Despite a clear benefit from a multidisciplinary team approach to the management of pituitary disease (9, 27), patients find the experience intimidating. Although not all centres will adopt a joint MDT clinic with multiple clinicians; in our practice, we find it beneficial to facilitate discussion between the patient, endocrinologist, surgeon and radiation oncologist to explore all treatment options. Prior contact from a specialist nurse or written information detailing the team members and their roles may help ease some anxiety and improve subsequent treatment adherence and overall satisfaction (11).

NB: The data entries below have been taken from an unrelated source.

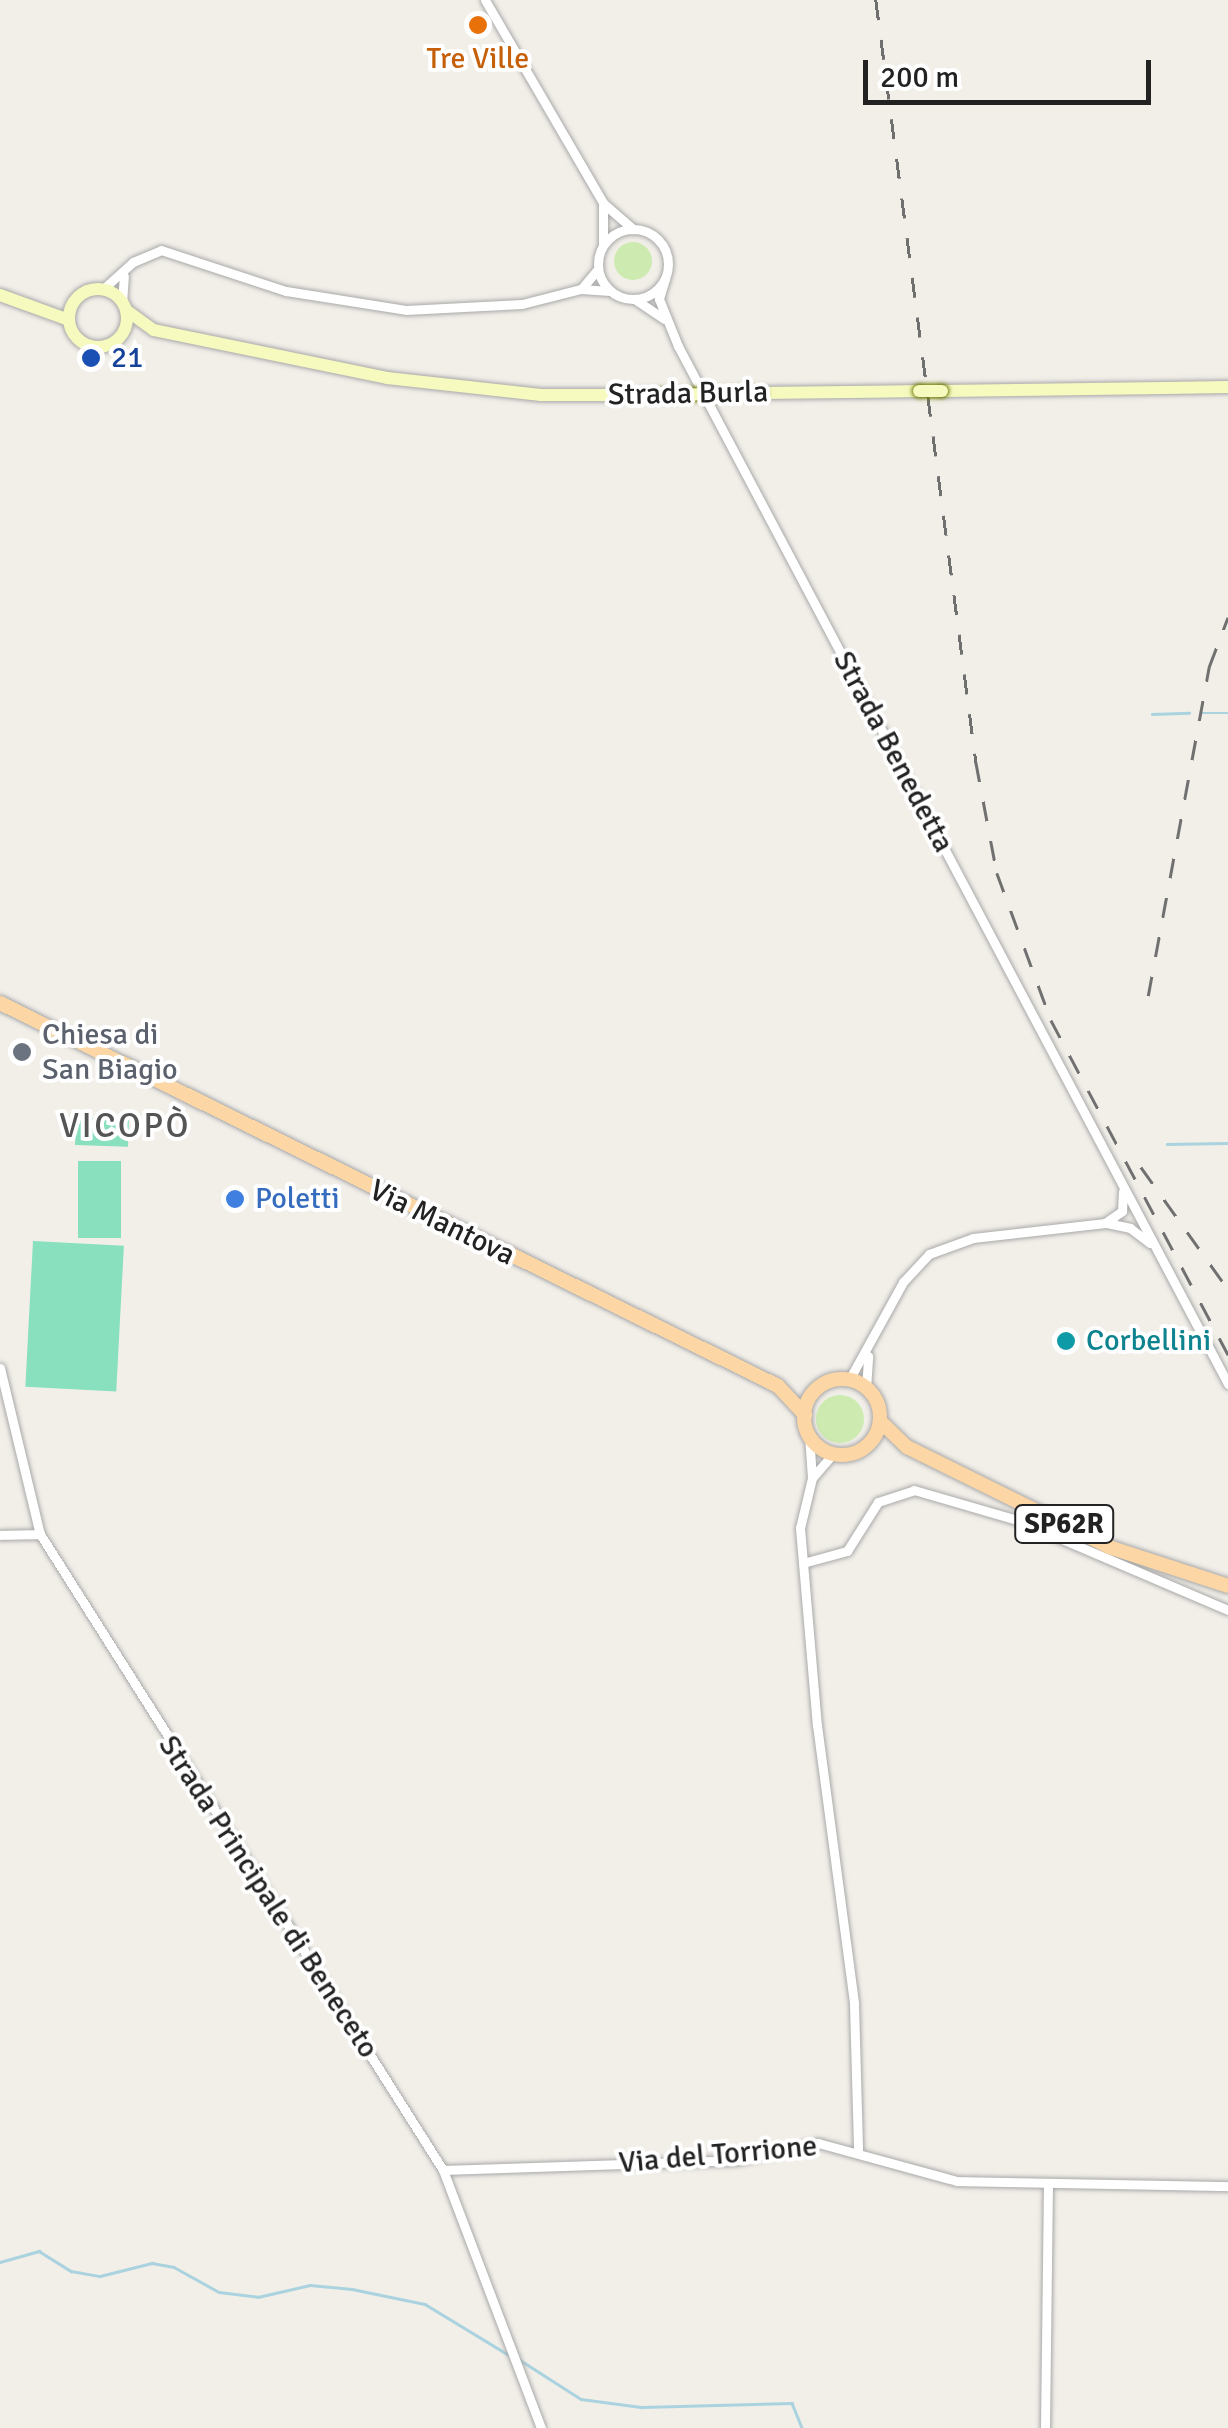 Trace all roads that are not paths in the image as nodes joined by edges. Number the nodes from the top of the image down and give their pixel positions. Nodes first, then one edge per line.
1 (485, 0) edge
2 (603, 204) junction
3 (633, 228) junction
4 (604, 244) junction
5 (598, 269) junction
6 (125, 273) junction
7 (664, 279) junction
8 (581, 289) junction
9 (103, 290) junction
10 (610, 291) junction
11 (0, 295) edge
12 (78, 297) junction
13 (633, 299) junction
14 (40, 306) junction
15 (124, 306) junction
16 (69, 320) junction
17 (668, 324) junction
18 (154, 330) junction
19 (121, 336) junction
20 (1228, 386) edge
21 (0, 1003) edge
22 (1121, 1178) junction
23 (1122, 1211) junction
24 (1106, 1224) junction
25 (1144, 1226) junction
26 (1130, 1228) junction
27 (1158, 1253) junction
28 (868, 1350) junction
29 (0, 1368) edge
30 (849, 1380) junction
31 (1228, 1384) edge
32 (778, 1386) junction
33 (819, 1388) junction
34 (866, 1388) junction
35 (805, 1415) junction
36 (880, 1421) junction
37 (809, 1436) junction
38 (868, 1446) junction
39 (906, 1447) junction
40 (833, 1454) junction
41 (812, 1478) junction
42 (40, 1534) junction
43 (0, 1535) edge
44 (803, 1563) junction
45 (1228, 1586) edge
46 (1228, 1610) edge
47 (858, 2151) junction
48 (443, 2170) junction
49 (1048, 2186) junction
50 (1228, 2186) edge
51 (540, 2428) edge
52 (1044, 2428) edge

1 - 2 street, Strada Benedetta
2 - 3 street, Strada Benedetta
2 - 4 street, Strada Benedetta
3 - 4 street
3 - 7 street, Strada Benedetta
4 - 5 street, Strada Benedetta
5 - 8 street
5 - 10 street
6 - 8 street, Strada Benedetta
6 - 9 street
6 - 15 street
7 - 13 street
7 - 17 street, Strada Benedetta
8 - 10 street, Strada Benedetta
9 - 12 main road, Strada Burla
9 - 15 main road, Strada Burla
10 - 13 street, Strada Benedetta
11 - 14 main road, Strada Burla
12 - 14 main road, Strada Burla
12 - 16 main road
13 - 17 street, Strada Benedetta
14 - 16 main road, Strada Burla
15 - 18 main road, Strada Burla
15 - 19 main road
16 - 19 main road, Strada Burla
17 - 22 street, Strada Benedetta
18 - 19 main road, Strada Burla
18 - 20 main road, Strada Burla, bridge
21 - 32 main road, Via Mantova
22 - 23 street, Strada Benedetta
22 - 25 street, Strada Benedetta
23 - 24 street
23 - 25 street, Strada Benedetta
23 - 26 street, Strada Benedetta
24 - 26 street
24 - 28 street
25 - 27 street, Strada Benedetta
26 - 27 street, Strada Benedetta
27 - 31 street, Strada Benedetta
28 - 30 street
28 - 34 street
29 - 42 street, Strada Principale di Beneceto
30 - 33 main road, Via Mantova
30 - 34 main road
32 - 33 main road, Via Mantova
32 - 35 main road, Via Mantova
33 - 35 main road
34 - 36 main road, SP62R
35 - 37 main road
36 - 38 main road
36 - 39 main road, SP62R
37 - 40 main road
37 - 41 street
38 - 39 main road, SP62R
38 - 40 main road, SP62R
39 - 45 main road, SP62R
40 - 41 street
41 - 44 street
42 - 43 street
42 - 48 street, Strada Principale di Beneceto
44 - 46 street
44 - 47 street
47 - 48 street, Via del Torrione
47 - 49 street, Via del Torrione
48 - 51 street, Strada Principale di Beneceto
49 - 50 street, Via del Torrione
49 - 52 street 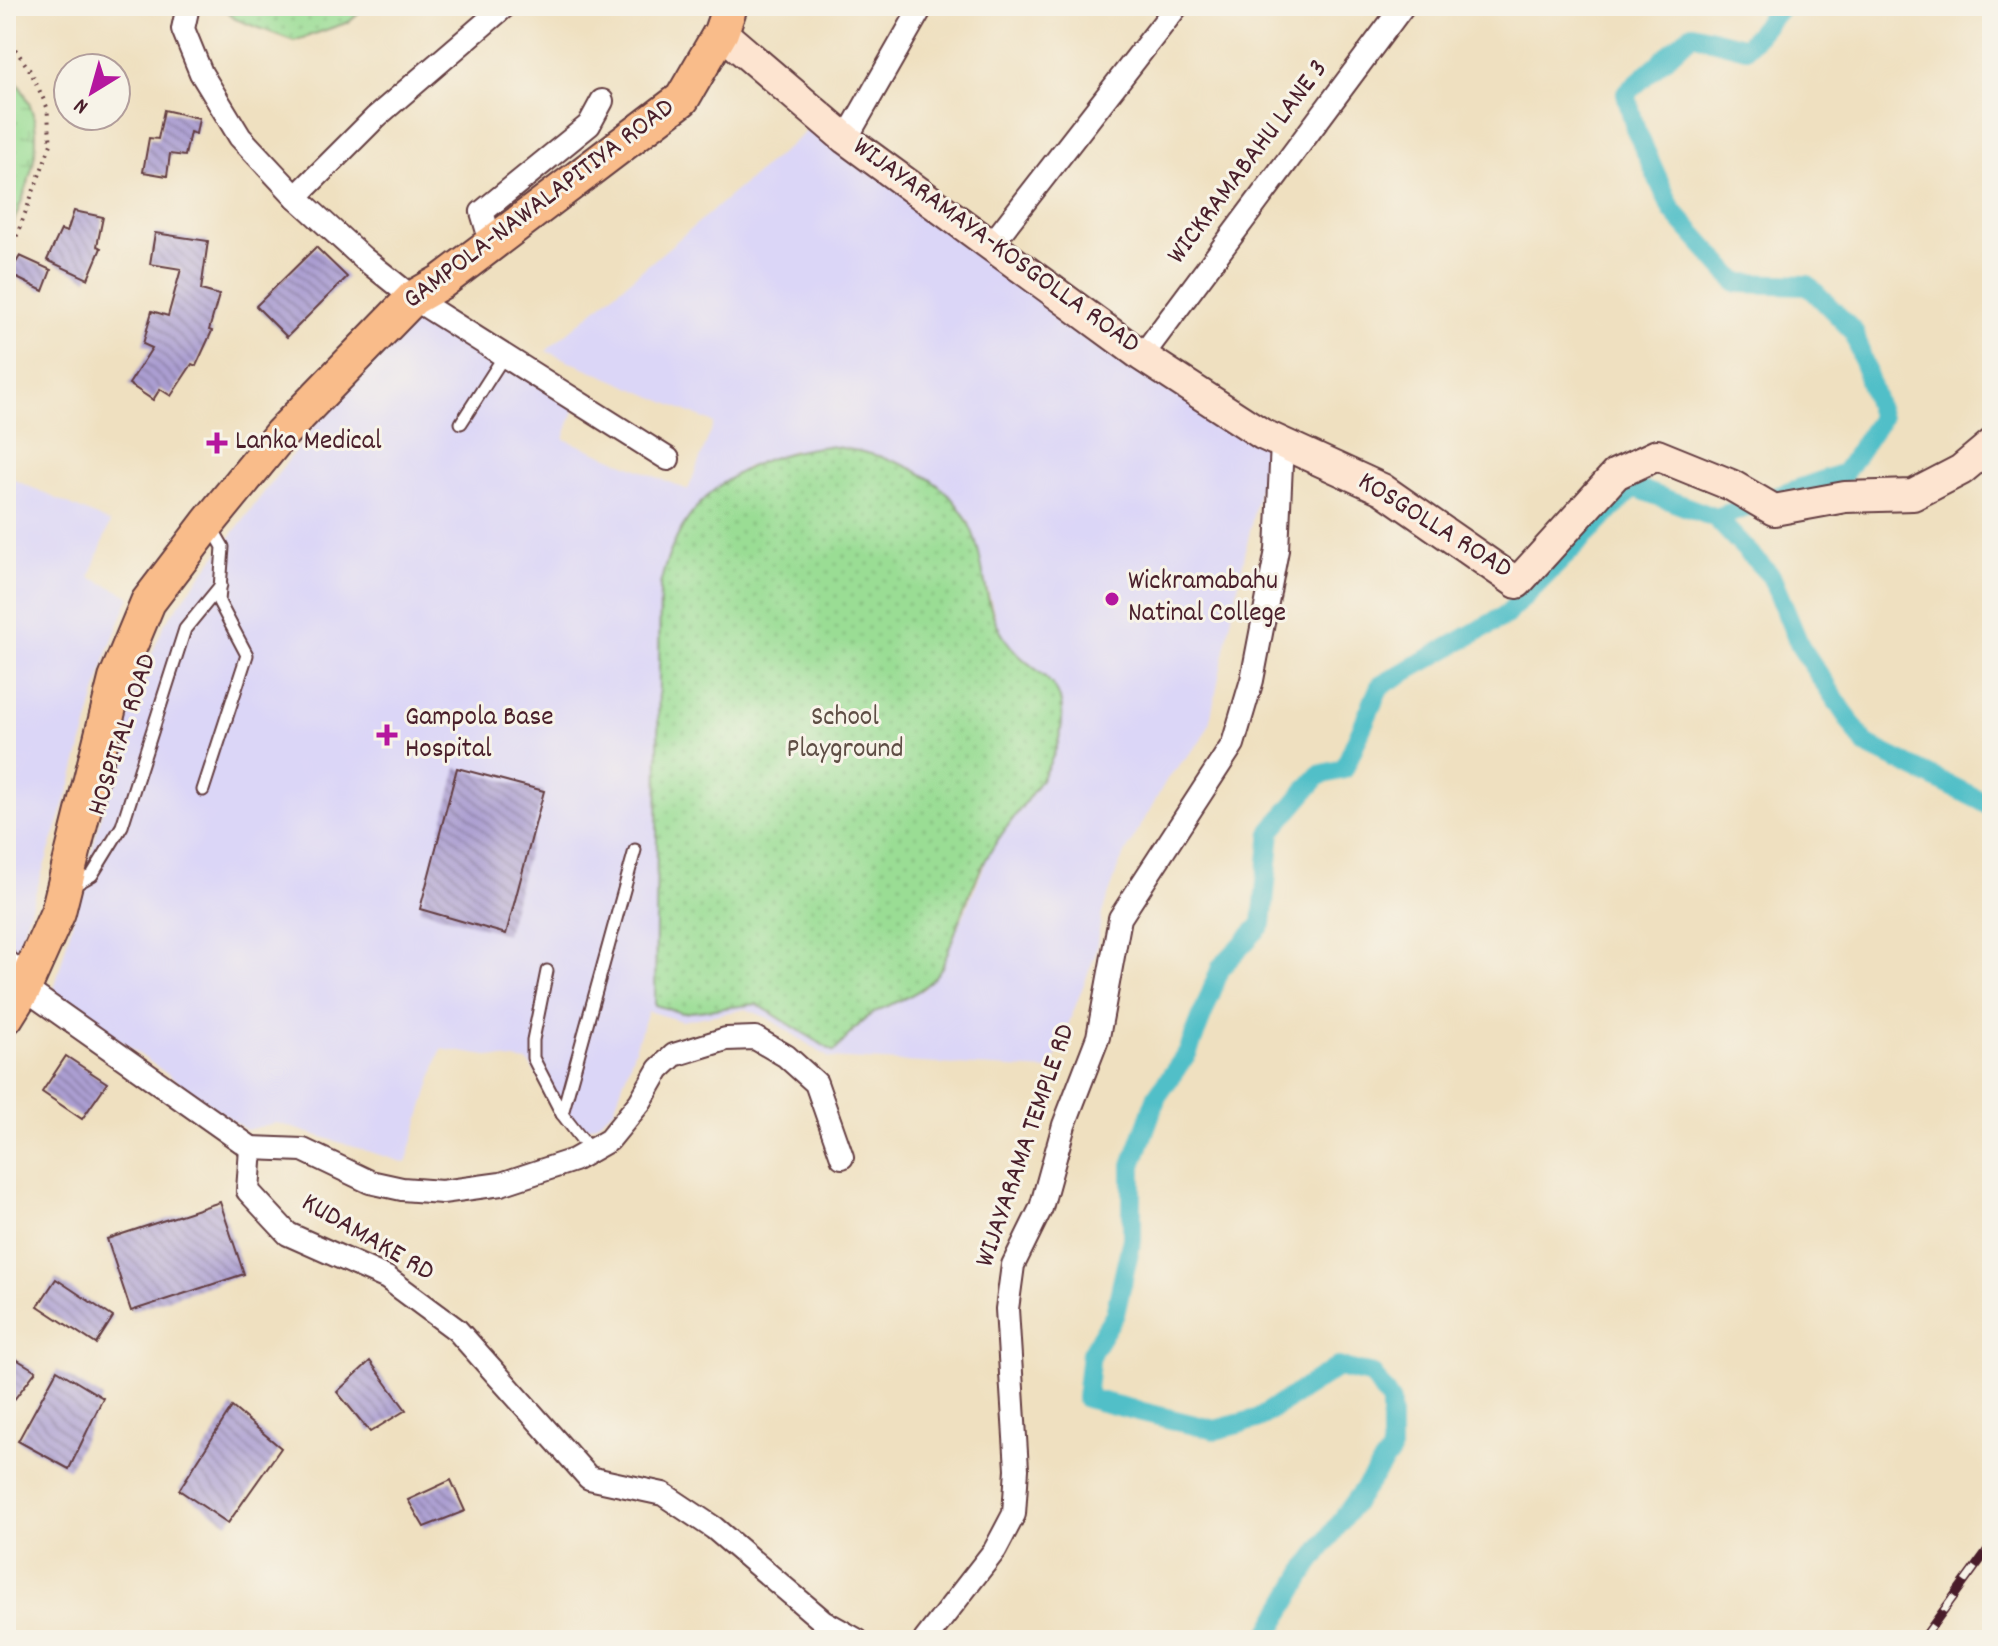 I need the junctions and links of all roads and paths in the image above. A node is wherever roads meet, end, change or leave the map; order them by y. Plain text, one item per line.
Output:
1 (188, 6) edge
2 (505, 6) edge
3 (922, 6) edge
4 (1177, 6) edge
5 (1403, 6) edge
6 (726, 19) edge
7 (6, 36) edge
8 (602, 101) dead end
9 (846, 139) junction
10 (296, 197) junction
11 (491, 242) junction
12 (991, 245) junction
13 (413, 298) junction
14 (6, 307) edge
15 (504, 356) junction
16 (1142, 356) junction
17 (461, 423) dead end
18 (1282, 443) junction
19 (1992, 444) edge
20 (668, 459) dead end
21 (209, 522) junction
22 (221, 585) junction
23 (203, 790) dead end
24 (635, 850) dead end
25 (63, 892) junction
26 (547, 971) dead end
27 (19, 976) edge
28 (6, 1017) edge
29 (562, 1114) junction
30 (251, 1148) junction
31 (590, 1150) junction
32 (842, 1157) dead end
33 (857, 1640) edge
34 (925, 1640) edge

1 - 10 street
2 - 10 street
3 - 9 street
4 - 12 street
5 - 16 street, WICKRAMABAHU LANE 3
6 - 9 street, WIJAYARAMAYA-KOSGOLLA ROAD
6 - 11 main road, GAMPOLA-NAWALAPITIYA ROAD
7 - 14 path
8 - 11 street
9 - 12 street, WIJAYARAMAYA-KOSGOLLA ROAD
10 - 13 street
11 - 13 main road, GAMPOLA-NAWALAPITIYA ROAD
12 - 16 street, WIJAYARAMAYA-KOSGOLLA ROAD
13 - 15 street
13 - 21 main road, GAMPOLA-NAWALAPITIYA ROAD
15 - 17 lane
15 - 20 street
16 - 18 street, WIJAYARAMAYA-KOSGOLLA ROAD
18 - 19 street, KOSGOLLA ROAD
18 - 34 street, WIJAYARAMA TEMPLE RD
21 - 22 lane
21 - 25 main road, GAMPOLA-NAWALAPITIYA ROAD
22 - 23 lane
22 - 25 lane, HOSPITAL ROAD
24 - 29 lane
25 - 27 main road, GAMPOLA-NAWALAPITIYA ROAD
26 - 29 lane
27 - 28 main road, GAMPOLA-NAWALAPITIYA ROAD
27 - 30 street
29 - 31 lane
30 - 31 street
30 - 33 street, KUDAMAKE RD
31 - 32 street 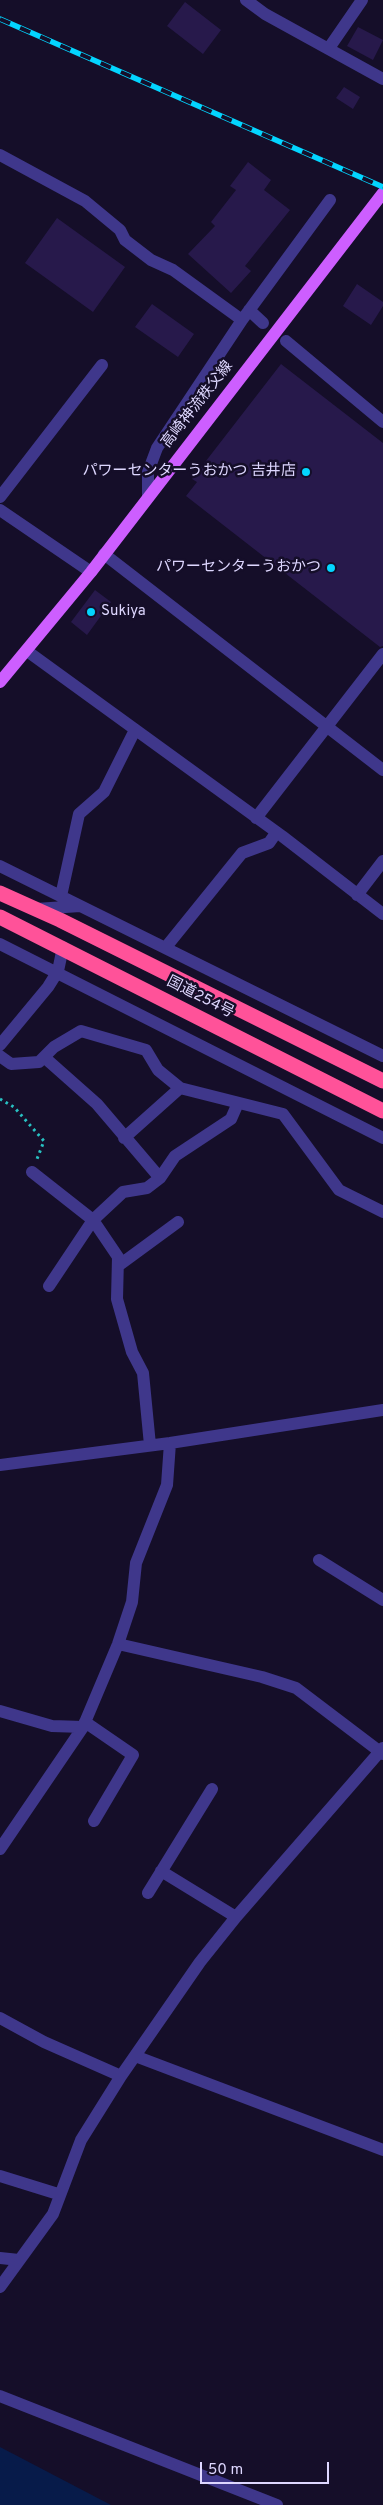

Overall, despite increasing awareness of acromegaly and a recent reduction in the delay to diagnosis (4), most patients are diagnosed in non-specialist centres with limited access to specific support resources. There is a need for clear signposting to up-to-date online resources that patients feel is relevant to them both factually and geographically. Our study demonstrates this should occur prior to attendance at the specialist tertiary centre together with a need for supporting education on acromegaly in primary and secondary care.
Limitations
This study involves patients from a single centre and results drawn from the study may not apply to other patient groups and/or internationally. Nevertheless, conclusions drawn from this study may still be relevant for other centres to better appreciate the needs of patients with acromegaly. In any qualitative study, the interviewer’s ideas and assumptions can bias the outcome; however, the semi-structured format and open questions should have allowed the patients to speak freely about their experience and concerns.
Conclusion
The study demonstrates some of the challenges faced by patients with acromegaly and gives us an insight into the knowledge of their condition and what information and support they require. It highlights a need for better communication with patients as well as guidance for online searching. There is a clear need for the provision of information at the point of initial diagnosis in whatever care setting that may be made. The wider education and dissemination of appropriate online resources will improve subsequent health care provider–patient communication and ultimately improve treatment satisfaction and quality of life.
Declaration of interest
The authors declare that there is no conflict of interest that could be perceived as prejudicing the impartiality of the research reported.
Funding
This work did not receive any specific grant from any funding agency in the public, commercial or not-for-profit sector.
Author contribution statement
H Y V P, C H and A L devised the study. H Y V P undertook interviews. H Y V P, C H and J S D reviewed thematic analysis. All authors contributed to manuscript preparation and review.